Administrative Law :
Administrative
law is the branch of particularly concerned with the
administrative machinery of government. The content
of it is different from that of Anglo-American administrative
law: It comprises a wide range of topics such as public
personnel administration, police power, administrative
acts, actions and contracts, liability of the state
and its agents, central and local administration, judicial
control of Administration, public property, taxation,
planning and natural sources.
Law Of Person :
Law
exists to regulate the relations of persons , and such
persons are the subjects of rights and duties imposed
and given by law. Some statements that Turkish Law stipulated
are as below:
According
to the Civil Code, the personality of human being starts
at the moment of birth and ends at death.
The facts of birth, marital status and the sex of a
person, children and religious denomination are registered
in the Registries of Birth, Death and Marriage, which
are kept by the state.
Every person has a domicile which is under constitutional
protection. Every person must have a domicile and a
person may have only one domicile.
Persons are legally entitled to protect their personalities.
Familly Law :
The
Turkish Civil Code modeled on the Swiss Civil Code.
The traditional family in Turkey is a rural, large family.
Turkey’s industrialization and internal immigration
from rural areas to large cities have, however, tended
to cause a change towards the small, nuclear family.
Furthermore, the Code became partly insufficient to
answer the needs of modern developments and changing
new values such as equal treatment of the sexes and
elimination of distinctions between legitimate and illegitimate
children. Threfore, The Court Of Cassation and The Constitutional
Court try to fill the statutory gap by giving a contemporary
interpretation to the provisions of the Civil Code.
The Civil Code regulates engagement, marriage, matrimonial
property system, divorce and judicial separation principles
and also parent and child subjects.
Law Of Obligations :
Three
different kinds of obligations are the general subjects
of the Turkish Code of Obligations :
1.
A person may be under an obligation because of signing
a contract;
2. He may commit a tortious act and therefore may be
under an obligation to pay damages to another person.

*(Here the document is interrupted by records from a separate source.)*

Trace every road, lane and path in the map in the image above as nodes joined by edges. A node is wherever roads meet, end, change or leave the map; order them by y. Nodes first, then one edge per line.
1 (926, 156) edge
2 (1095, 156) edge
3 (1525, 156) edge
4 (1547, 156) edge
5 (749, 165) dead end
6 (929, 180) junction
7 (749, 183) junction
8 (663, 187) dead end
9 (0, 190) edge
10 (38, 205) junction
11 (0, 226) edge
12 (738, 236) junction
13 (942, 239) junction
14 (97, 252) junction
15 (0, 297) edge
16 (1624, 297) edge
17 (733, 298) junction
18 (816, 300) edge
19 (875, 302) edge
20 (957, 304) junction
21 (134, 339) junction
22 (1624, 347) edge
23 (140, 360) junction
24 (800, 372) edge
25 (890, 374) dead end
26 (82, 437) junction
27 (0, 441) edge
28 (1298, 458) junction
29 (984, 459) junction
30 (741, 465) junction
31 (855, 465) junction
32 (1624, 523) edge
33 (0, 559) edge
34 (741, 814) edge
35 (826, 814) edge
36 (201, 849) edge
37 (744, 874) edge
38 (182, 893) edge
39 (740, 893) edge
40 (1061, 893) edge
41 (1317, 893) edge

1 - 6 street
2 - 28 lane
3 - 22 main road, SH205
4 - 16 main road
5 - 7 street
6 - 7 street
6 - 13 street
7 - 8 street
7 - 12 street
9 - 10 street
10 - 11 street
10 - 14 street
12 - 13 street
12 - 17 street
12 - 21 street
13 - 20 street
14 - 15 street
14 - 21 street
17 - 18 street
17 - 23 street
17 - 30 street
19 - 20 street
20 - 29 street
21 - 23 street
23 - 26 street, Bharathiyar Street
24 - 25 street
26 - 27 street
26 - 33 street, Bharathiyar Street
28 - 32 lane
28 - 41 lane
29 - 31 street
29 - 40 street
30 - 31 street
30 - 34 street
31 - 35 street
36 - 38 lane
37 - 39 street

3. He may have been unjustly enriched, and, as a result,
be under an obligation to pay the losses of another
party.
Criminal Code :
The
Turkish Criminal Code, which is based almost entirely
on the Italian Criminal Code of 1889, adopted by Turkey
in 1926. This Code has been amended many times, and
more than half of its articles have been changed.The
Code specifies most crimes and contains the general
principles of Turkish criminal law which are applicable
to all criminal matters, unless another statute specifically
provides otherwise. The general principles are in Book
One; the crimes are specified in Boks Two and Three.
There are two categories of crimes: felonies and misdemeanours.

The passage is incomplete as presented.